All lines below containing the string "الترعه" are to be copied.

┌─ DATA UNDER STUDY

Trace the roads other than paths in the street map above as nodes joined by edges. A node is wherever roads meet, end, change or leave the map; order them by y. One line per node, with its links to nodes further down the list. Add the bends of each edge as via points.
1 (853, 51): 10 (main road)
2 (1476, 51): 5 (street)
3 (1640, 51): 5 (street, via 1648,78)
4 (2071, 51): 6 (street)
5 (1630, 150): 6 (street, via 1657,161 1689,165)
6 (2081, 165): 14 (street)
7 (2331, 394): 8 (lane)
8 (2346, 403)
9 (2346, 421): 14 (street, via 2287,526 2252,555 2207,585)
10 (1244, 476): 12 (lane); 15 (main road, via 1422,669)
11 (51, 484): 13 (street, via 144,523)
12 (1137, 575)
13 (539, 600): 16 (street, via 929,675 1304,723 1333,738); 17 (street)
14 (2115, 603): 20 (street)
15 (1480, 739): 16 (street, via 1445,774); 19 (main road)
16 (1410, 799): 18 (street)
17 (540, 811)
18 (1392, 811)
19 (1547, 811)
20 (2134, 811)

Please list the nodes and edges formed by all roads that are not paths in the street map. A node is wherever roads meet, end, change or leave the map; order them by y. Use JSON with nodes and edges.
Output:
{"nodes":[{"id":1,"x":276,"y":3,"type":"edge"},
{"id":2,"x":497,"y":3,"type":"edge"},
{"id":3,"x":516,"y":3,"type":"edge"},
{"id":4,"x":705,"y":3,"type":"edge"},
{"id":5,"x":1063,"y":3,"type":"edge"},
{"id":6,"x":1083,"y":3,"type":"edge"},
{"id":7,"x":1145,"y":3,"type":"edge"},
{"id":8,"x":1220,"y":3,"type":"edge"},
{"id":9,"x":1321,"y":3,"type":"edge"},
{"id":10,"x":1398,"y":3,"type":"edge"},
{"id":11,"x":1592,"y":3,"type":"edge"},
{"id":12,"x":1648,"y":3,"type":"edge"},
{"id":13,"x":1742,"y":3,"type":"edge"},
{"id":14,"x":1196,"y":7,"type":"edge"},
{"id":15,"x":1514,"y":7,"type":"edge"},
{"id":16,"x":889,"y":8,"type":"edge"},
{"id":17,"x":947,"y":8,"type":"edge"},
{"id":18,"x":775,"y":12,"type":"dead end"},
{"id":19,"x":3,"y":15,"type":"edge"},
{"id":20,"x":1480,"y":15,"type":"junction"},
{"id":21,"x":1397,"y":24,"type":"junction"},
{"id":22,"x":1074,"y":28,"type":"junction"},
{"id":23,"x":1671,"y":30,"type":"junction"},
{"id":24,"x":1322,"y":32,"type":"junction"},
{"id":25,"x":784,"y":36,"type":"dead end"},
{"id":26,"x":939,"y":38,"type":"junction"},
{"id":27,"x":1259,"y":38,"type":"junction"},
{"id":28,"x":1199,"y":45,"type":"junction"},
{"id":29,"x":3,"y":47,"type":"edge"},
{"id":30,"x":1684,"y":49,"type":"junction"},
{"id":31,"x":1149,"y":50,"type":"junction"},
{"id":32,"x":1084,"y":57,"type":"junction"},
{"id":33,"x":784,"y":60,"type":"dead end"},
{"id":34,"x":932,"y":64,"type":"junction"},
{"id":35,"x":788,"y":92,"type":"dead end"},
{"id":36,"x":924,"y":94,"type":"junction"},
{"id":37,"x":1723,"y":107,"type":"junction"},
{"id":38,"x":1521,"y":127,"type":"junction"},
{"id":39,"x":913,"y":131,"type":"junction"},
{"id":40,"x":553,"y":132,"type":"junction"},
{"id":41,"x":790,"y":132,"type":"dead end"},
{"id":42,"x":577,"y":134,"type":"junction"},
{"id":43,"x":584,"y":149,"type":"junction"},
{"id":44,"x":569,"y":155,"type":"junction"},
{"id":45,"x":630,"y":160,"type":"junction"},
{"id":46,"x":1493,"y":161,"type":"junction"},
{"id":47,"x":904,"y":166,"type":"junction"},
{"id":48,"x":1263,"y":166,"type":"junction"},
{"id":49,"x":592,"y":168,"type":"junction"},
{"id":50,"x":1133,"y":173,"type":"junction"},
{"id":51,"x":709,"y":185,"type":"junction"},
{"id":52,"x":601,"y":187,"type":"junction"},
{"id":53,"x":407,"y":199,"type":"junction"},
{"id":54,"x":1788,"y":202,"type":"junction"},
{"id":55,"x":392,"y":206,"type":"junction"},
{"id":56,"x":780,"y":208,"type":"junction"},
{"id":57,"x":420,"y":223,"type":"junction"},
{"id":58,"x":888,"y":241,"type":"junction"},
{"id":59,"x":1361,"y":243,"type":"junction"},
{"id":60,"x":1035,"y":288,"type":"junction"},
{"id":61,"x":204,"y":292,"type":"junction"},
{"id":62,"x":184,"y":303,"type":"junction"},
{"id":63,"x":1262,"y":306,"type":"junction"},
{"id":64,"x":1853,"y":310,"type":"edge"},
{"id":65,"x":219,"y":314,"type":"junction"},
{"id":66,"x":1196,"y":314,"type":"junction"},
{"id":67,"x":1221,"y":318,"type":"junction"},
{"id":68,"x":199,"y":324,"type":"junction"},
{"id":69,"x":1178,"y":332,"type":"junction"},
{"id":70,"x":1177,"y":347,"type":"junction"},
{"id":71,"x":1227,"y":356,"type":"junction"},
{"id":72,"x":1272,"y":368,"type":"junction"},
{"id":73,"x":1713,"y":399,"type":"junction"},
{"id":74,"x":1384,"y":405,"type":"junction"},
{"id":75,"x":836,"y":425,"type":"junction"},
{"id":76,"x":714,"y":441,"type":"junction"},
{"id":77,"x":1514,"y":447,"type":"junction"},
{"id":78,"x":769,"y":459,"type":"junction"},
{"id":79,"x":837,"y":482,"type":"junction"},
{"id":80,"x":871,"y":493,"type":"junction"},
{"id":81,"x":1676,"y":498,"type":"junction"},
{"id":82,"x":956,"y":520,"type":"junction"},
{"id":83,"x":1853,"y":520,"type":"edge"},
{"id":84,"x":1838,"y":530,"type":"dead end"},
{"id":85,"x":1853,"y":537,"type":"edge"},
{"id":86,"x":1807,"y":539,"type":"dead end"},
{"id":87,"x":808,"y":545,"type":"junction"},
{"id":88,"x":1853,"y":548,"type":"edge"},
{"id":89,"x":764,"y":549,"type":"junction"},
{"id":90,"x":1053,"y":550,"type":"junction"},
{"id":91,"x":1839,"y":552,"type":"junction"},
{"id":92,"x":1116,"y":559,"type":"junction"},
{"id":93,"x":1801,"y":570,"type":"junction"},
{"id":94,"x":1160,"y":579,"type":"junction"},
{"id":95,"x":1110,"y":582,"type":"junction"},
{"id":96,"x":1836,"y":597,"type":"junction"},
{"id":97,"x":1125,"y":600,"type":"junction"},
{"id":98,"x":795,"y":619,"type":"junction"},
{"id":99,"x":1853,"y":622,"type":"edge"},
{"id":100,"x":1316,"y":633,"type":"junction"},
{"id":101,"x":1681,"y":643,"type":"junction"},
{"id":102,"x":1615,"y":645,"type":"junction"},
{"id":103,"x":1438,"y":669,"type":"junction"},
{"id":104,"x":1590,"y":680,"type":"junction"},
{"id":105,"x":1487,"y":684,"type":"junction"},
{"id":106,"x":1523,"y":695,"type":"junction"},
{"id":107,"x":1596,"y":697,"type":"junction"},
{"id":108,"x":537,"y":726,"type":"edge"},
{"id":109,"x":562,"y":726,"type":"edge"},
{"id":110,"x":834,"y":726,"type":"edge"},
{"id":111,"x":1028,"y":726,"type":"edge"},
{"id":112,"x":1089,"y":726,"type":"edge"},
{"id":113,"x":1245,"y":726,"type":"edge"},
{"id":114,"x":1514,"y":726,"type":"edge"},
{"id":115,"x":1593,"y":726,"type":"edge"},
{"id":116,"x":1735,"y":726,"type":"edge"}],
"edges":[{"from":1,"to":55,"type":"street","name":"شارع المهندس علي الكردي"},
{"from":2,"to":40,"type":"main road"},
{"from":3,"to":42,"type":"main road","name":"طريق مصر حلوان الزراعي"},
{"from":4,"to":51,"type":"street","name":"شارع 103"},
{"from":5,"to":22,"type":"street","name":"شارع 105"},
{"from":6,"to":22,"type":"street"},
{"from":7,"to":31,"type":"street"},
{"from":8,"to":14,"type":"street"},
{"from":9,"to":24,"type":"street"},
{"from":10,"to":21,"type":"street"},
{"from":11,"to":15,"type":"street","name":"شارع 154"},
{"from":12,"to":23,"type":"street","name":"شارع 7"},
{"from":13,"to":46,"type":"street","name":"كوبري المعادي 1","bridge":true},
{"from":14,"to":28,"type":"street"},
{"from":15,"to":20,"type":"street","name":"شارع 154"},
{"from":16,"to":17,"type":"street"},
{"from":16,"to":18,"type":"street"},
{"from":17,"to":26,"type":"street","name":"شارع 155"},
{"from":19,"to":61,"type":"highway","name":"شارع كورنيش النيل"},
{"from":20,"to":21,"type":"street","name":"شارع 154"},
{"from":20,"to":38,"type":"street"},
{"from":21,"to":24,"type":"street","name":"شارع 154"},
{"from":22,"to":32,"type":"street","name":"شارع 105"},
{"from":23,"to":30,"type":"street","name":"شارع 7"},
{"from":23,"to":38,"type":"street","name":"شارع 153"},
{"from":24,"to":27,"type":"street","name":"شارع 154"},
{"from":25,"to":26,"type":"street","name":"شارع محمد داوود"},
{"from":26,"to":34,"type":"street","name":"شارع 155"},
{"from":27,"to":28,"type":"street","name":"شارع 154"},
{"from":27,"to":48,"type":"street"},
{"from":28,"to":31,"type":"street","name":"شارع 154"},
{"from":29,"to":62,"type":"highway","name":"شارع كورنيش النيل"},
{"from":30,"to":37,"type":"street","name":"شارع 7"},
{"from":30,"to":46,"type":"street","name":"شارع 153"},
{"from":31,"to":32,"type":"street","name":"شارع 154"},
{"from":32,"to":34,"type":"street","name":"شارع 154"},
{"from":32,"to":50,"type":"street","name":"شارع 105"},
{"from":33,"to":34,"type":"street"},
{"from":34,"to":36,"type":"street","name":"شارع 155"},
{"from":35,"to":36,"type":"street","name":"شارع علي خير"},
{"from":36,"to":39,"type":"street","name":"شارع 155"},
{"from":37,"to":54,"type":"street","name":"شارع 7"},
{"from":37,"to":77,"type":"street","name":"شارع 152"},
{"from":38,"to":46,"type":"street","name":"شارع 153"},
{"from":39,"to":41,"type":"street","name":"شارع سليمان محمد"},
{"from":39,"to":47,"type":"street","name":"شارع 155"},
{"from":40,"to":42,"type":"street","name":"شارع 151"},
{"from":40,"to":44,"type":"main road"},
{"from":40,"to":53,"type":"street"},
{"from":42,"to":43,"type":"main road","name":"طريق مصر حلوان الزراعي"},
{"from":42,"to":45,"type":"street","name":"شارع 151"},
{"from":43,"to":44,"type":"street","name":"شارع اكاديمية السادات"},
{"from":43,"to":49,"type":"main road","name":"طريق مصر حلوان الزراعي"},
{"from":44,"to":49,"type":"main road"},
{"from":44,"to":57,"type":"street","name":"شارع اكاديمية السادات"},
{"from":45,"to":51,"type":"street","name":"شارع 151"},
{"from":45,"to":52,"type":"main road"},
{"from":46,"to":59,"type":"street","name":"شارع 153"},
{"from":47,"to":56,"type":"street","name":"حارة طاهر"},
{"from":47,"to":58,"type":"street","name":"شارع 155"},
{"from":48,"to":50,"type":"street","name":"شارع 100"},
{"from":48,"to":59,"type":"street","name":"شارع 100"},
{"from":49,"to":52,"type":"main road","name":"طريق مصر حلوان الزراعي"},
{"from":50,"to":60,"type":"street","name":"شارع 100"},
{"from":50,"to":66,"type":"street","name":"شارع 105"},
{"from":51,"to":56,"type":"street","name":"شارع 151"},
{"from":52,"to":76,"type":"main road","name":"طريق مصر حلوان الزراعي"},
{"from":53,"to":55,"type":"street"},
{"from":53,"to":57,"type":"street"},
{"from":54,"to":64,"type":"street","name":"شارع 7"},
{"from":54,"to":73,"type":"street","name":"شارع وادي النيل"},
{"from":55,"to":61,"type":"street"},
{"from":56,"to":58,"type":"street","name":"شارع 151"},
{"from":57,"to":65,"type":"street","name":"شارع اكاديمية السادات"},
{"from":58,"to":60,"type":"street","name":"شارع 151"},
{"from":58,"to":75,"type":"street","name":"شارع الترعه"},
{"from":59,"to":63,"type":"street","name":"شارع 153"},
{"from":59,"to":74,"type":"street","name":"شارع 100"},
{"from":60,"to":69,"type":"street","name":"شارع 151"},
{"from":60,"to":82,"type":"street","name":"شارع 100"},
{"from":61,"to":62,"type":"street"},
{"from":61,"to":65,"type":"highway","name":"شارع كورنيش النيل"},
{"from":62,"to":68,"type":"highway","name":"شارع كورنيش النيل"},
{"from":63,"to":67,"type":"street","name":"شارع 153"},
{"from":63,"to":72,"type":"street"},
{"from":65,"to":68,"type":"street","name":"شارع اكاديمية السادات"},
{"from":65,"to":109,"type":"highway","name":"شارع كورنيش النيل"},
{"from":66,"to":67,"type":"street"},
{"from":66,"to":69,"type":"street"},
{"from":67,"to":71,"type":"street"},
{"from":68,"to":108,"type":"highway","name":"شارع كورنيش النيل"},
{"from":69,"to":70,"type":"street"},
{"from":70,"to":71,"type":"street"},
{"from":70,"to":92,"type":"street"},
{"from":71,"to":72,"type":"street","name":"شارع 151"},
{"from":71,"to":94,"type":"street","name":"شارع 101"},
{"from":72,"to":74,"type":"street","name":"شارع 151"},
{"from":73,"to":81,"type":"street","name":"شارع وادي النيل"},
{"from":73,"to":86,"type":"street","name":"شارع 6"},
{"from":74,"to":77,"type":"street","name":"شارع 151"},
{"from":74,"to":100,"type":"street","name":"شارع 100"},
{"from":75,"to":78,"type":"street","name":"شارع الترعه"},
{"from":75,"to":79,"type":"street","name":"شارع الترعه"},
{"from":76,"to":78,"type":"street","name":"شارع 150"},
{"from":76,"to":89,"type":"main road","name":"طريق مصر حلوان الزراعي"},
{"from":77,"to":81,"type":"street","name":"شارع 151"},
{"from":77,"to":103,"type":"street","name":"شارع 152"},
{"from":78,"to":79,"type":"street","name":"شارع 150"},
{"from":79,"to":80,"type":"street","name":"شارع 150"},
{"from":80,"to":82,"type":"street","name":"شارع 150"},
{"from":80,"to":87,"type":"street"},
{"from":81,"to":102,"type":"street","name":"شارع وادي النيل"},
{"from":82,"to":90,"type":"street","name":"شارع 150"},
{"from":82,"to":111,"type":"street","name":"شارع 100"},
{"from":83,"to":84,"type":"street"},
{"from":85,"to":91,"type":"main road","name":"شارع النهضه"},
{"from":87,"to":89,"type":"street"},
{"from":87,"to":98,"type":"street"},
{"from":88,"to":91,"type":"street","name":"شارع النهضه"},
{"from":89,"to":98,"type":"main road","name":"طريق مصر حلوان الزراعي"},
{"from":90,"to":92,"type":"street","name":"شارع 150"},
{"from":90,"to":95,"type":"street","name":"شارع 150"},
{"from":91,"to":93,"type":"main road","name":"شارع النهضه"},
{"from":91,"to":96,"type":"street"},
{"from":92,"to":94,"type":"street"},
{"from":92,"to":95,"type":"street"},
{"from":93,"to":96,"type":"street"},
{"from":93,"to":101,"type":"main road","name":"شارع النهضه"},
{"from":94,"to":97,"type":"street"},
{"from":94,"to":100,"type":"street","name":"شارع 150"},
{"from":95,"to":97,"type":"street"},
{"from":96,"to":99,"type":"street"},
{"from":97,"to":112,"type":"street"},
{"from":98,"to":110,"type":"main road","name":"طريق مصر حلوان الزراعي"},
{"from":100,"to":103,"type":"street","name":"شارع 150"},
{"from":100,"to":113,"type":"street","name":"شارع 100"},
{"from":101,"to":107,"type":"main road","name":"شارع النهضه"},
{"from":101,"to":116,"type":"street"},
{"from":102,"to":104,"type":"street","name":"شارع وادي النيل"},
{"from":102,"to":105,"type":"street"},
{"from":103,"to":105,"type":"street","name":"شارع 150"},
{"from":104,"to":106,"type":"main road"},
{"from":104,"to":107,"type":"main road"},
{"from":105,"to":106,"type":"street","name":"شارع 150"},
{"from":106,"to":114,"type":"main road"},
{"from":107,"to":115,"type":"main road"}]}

└─

**COMPLETED TASK**:
{"from":58,"to":75,"type":"street","name":"شارع الترعه"},
{"from":75,"to":78,"type":"street","name":"شارع الترعه"},
{"from":75,"to":79,"type":"street","name":"شارع الترعه"},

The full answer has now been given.